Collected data
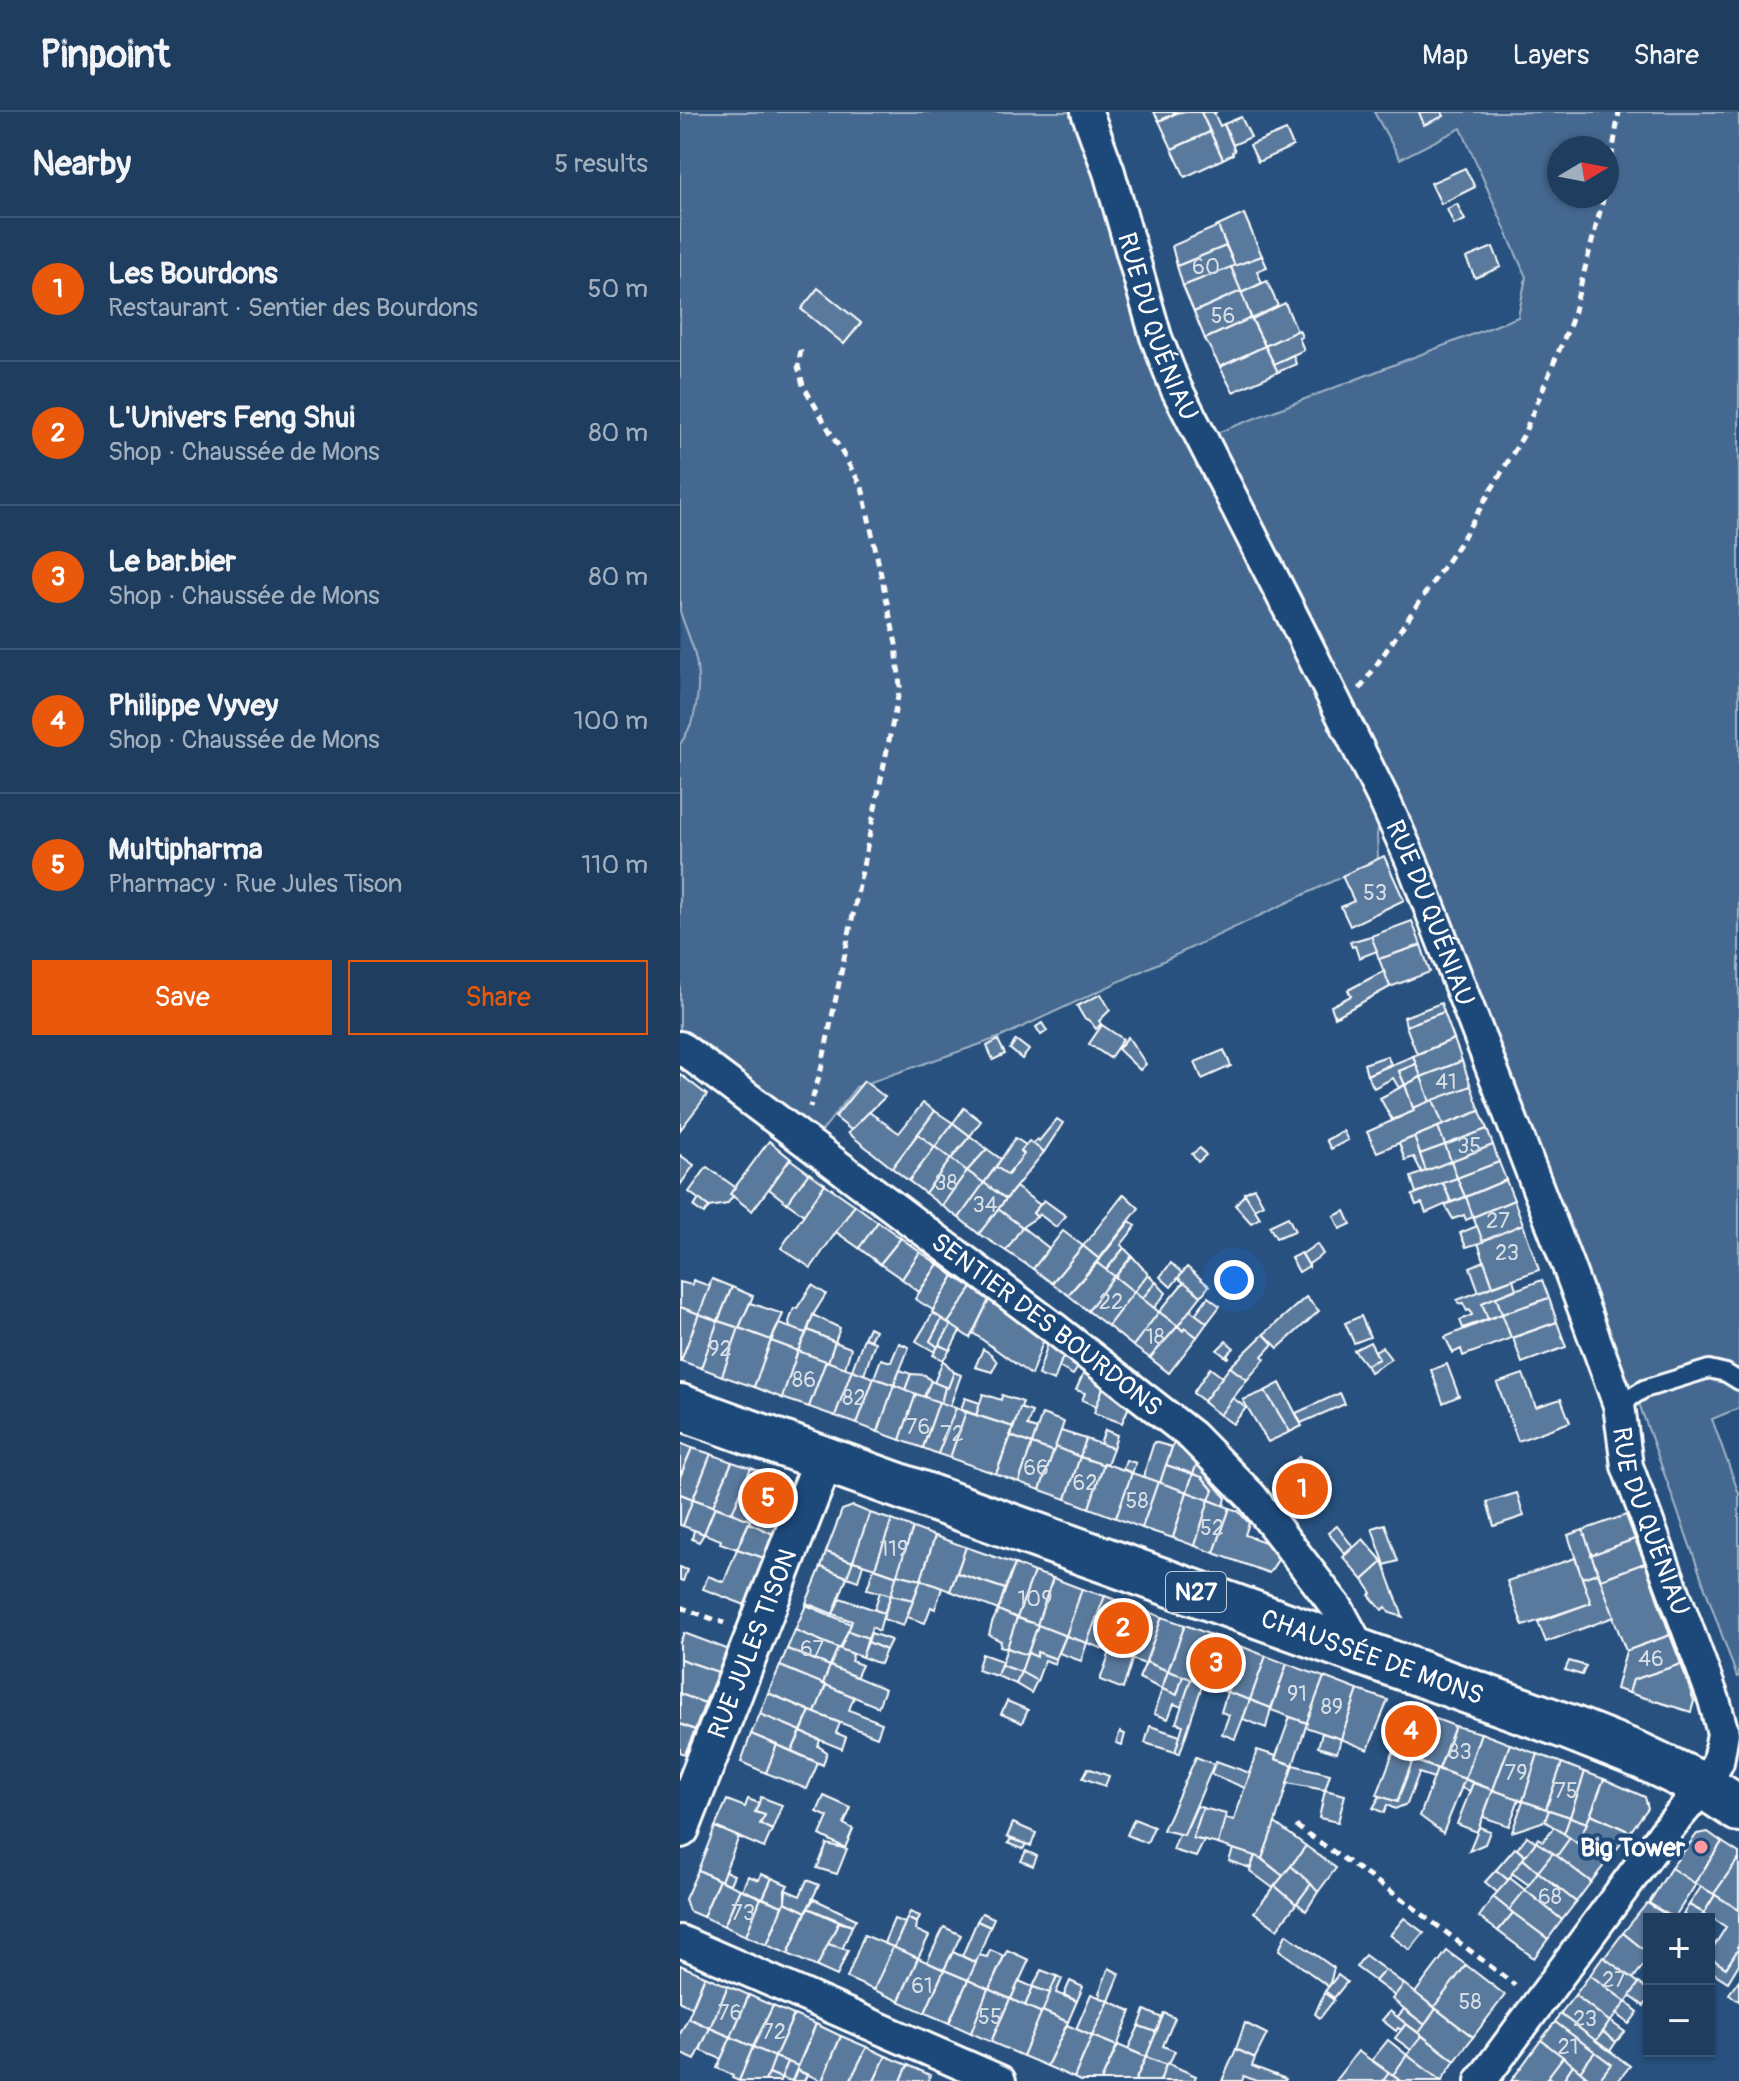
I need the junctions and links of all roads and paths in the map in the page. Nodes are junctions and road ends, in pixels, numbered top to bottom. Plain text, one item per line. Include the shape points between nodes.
1 (1087, 112) edge
2 (1619, 112) edge
3 (1615, 136) edge
4 (1601, 208) edge
5 (801, 350) dead end
6 (1341, 716) junction
7 (680, 1047) edge
8 (796, 1134) junction
9 (1739, 1381) edge
10 (1619, 1405) junction
11 (680, 1407) edge
12 (824, 1459) junction
13 (680, 1607) edge
14 (756, 1634) junction
15 (1362, 1653) junction
16 (1727, 1696) edge
17 (1728, 1798) edge
18 (1296, 1826) dead end
19 (680, 1828) edge
20 (680, 1941) edge
21 (1539, 2003) junction
22 (1000, 2081) edge
23 (1481, 2081) edge

1 - 6 street, RUE DU QUÉNIAU via 1176,388
2 - 3 path
4 - 6 path via 1571,322 1523,436 1461,541
5 - 8 path via 803,385 862,487 896,644 900,687 818,1080
6 - 10 street, RUE DU QUÉNIAU via 1412,862
7 - 8 street, SENTIER DES BOURDONS
8 - 15 street, SENTIER DES BOURDONS via 1192,1436 1251,1496 1338,1609
9 - 10 lane via 1709,1369 1644,1389
10 - 16 street, RUE DU QUÉNIAU via 1627,1466
11 - 12 main road, CHAUSSÉE DE MONS / N27
12 - 14 street, RUE JULES TISON
12 - 15 main road, CHAUSSÉE DE MONS / N27
13 - 14 path
14 - 19 street, RUE JULES TISON
15 - 17 main road, CHAUSSÉE DE MONS / N27 via 1620,1747
16 - 17 street, RUE DU QUÉNIAU via 1718,1762
17 - 21 street via 1665,1832
18 - 21 path
20 - 22 street
21 - 23 street

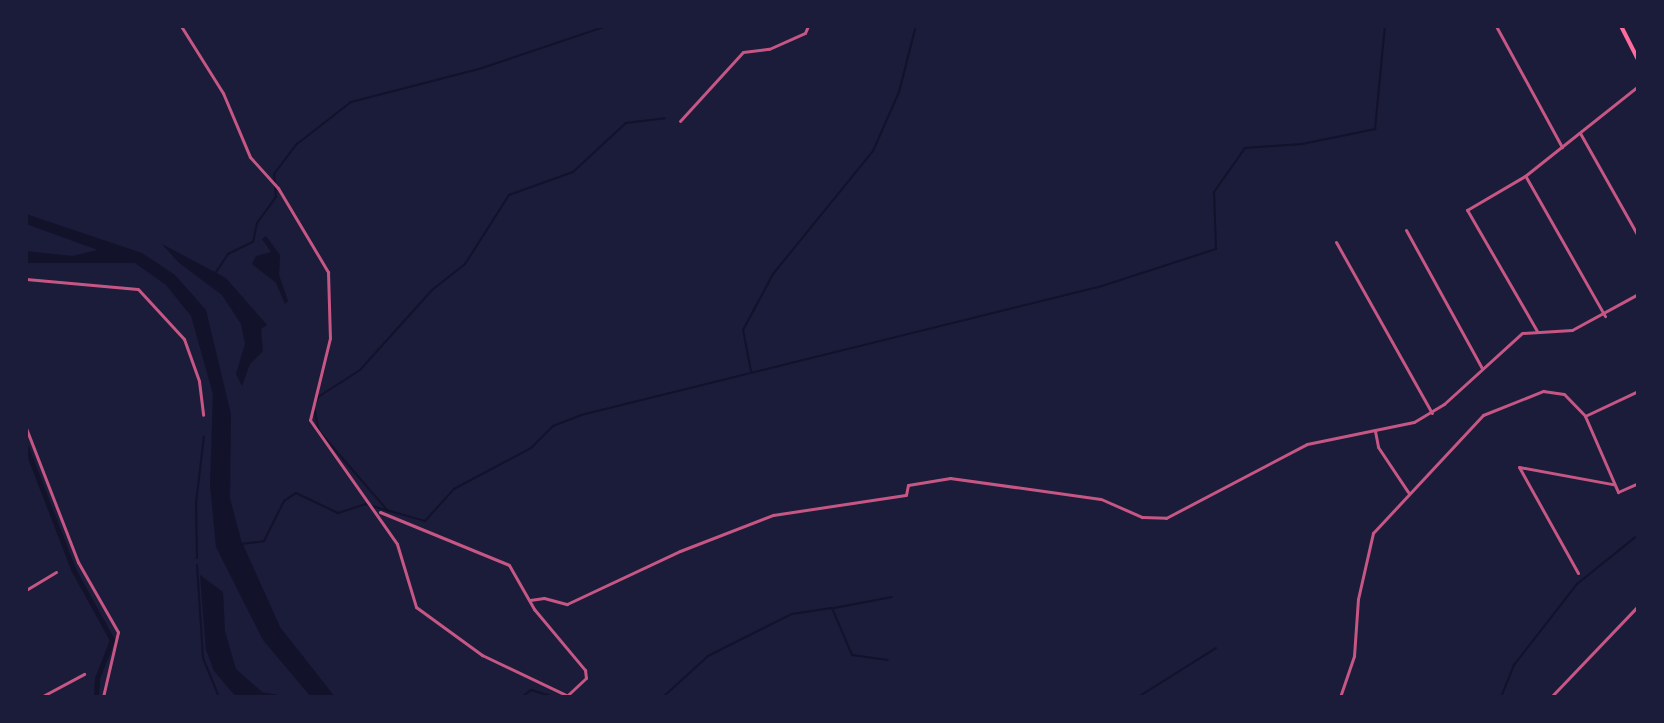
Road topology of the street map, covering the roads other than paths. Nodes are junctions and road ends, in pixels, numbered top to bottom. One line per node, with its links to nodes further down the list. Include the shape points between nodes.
1 (181, 26): 28 (street, via 223,93 250,157 278,188 328,272 330,338 310,420)
2 (808, 26): 7 (street, via 805,33 769,49 743,52)
3 (1496, 26): 9 (street)
4 (1621, 26): 5 (main road)
5 (1638, 59)
6 (1638, 86): 8 (street)
7 (680, 121)
8 (1580, 133): 9 (street); 12 (street)
9 (1562, 147): 10 (street)
10 (1525, 176): 16 (street); 17 (street, via 1467,210)
11 (1406, 230): 18 (street)
12 (1638, 236)
13 (1336, 242): 20 (street)
14 (26, 279): 21 (street, via 138,289 184,339 199,381)
15 (1638, 294): 16 (street)
16 (1605, 316): 17 (street, via 1572,330)
17 (1537, 331): 18 (street, via 1522,333)
18 (1482, 368): 20 (street)
19 (1638, 391): 22 (street)
20 (1432, 413): 24 (street)
21 (203, 415)
22 (1585, 416): 26 (street); 27 (street, via 1555,390 1513,399 1483,415)
23 (26, 428): 37 (street, via 78,562 118,632)
24 (1375, 431): 27 (street, via 1378,447); 32 (street, via 1307,444 1166,518 1142,517 1101,499 965,478 908,485 906,495 773,515 567,604)
25 (1638, 483): 26 (street, via 1618,492)
26 (1612, 484): 30 (street, via 1519,467)
27 (1408, 492): 38 (street, via 1373,533 1358,599 1355,647)
28 (379, 512): 32 (street, via 509,565); 35 (street, via 402,552 411,597 421,614 482,655)
29 (56, 572): 31 (street)
30 (1578, 573)
31 (26, 590)
32 (530, 600): 35 (street, via 585,670 586,678)
33 (1638, 606): 39 (street)
34 (84, 674): 36 (street)
35 (568, 696)
36 (41, 697)
37 (103, 697)
38 (1340, 697)
39 (1551, 697)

● **What the task asks**
Reproduce all of the entries above word for word, but leave out their pictures.

● **Exercise result**
I need the junctions and links of all roads and paths in the map in the page. Nodes are junctions and road ends, in pixels, numbered top to bottom. Plain text, one item per line. Include the shape points between nodes.
1 (1087, 112) edge
2 (1619, 112) edge
3 (1615, 136) edge
4 (1601, 208) edge
5 (801, 350) dead end
6 (1341, 716) junction
7 (680, 1047) edge
8 (796, 1134) junction
9 (1739, 1381) edge
10 (1619, 1405) junction
11 (680, 1407) edge
12 (824, 1459) junction
13 (680, 1607) edge
14 (756, 1634) junction
15 (1362, 1653) junction
16 (1727, 1696) edge
17 (1728, 1798) edge
18 (1296, 1826) dead end
19 (680, 1828) edge
20 (680, 1941) edge
21 (1539, 2003) junction
22 (1000, 2081) edge
23 (1481, 2081) edge

1 - 6 street, RUE DU QUÉNIAU via 1176,388
2 - 3 path
4 - 6 path via 1571,322 1523,436 1461,541
5 - 8 path via 803,385 862,487 896,644 900,687 818,1080
6 - 10 street, RUE DU QUÉNIAU via 1412,862
7 - 8 street, SENTIER DES BOURDONS
8 - 15 street, SENTIER DES BOURDONS via 1192,1436 1251,1496 1338,1609
9 - 10 lane via 1709,1369 1644,1389
10 - 16 street, RUE DU QUÉNIAU via 1627,1466
11 - 12 main road, CHAUSSÉE DE MONS / N27
12 - 14 street, RUE JULES TISON
12 - 15 main road, CHAUSSÉE DE MONS / N27
13 - 14 path
14 - 19 street, RUE JULES TISON
15 - 17 main road, CHAUSSÉE DE MONS / N27 via 1620,1747
16 - 17 street, RUE DU QUÉNIAU via 1718,1762
17 - 21 street via 1665,1832
18 - 21 path
20 - 22 street
21 - 23 street

Road topology of the street map, covering the roads other than paths. Nodes are junctions and road ends, in pixels, numbered top to bottom. One line per node, with its links to nodes further down the list. Include the shape points between nodes.
1 (181, 26): 28 (street, via 223,93 250,157 278,188 328,272 330,338 310,420)
2 (808, 26): 7 (street, via 805,33 769,49 743,52)
3 (1496, 26): 9 (street)
4 (1621, 26): 5 (main road)
5 (1638, 59)
6 (1638, 86): 8 (street)
7 (680, 121)
8 (1580, 133): 9 (street); 12 (street)
9 (1562, 147): 10 (street)
10 (1525, 176): 16 (street); 17 (street, via 1467,210)
11 (1406, 230): 18 (street)
12 (1638, 236)
13 (1336, 242): 20 (street)
14 (26, 279): 21 (street, via 138,289 184,339 199,381)
15 (1638, 294): 16 (street)
16 (1605, 316): 17 (street, via 1572,330)
17 (1537, 331): 18 (street, via 1522,333)
18 (1482, 368): 20 (street)
19 (1638, 391): 22 (street)
20 (1432, 413): 24 (street)
21 (203, 415)
22 (1585, 416): 26 (street); 27 (street, via 1555,390 1513,399 1483,415)
23 (26, 428): 37 (street, via 78,562 118,632)
24 (1375, 431): 27 (street, via 1378,447); 32 (street, via 1307,444 1166,518 1142,517 1101,499 965,478 908,485 906,495 773,515 567,604)
25 (1638, 483): 26 (street, via 1618,492)
26 (1612, 484): 30 (street, via 1519,467)
27 (1408, 492): 38 (street, via 1373,533 1358,599 1355,647)
28 (379, 512): 32 (street, via 509,565); 35 (street, via 402,552 411,597 421,614 482,655)
29 (56, 572): 31 (street)
30 (1578, 573)
31 (26, 590)
32 (530, 600): 35 (street, via 585,670 586,678)
33 (1638, 606): 39 (street)
34 (84, 674): 36 (street)
35 (568, 696)
36 (41, 697)
37 (103, 697)
38 (1340, 697)
39 (1551, 697)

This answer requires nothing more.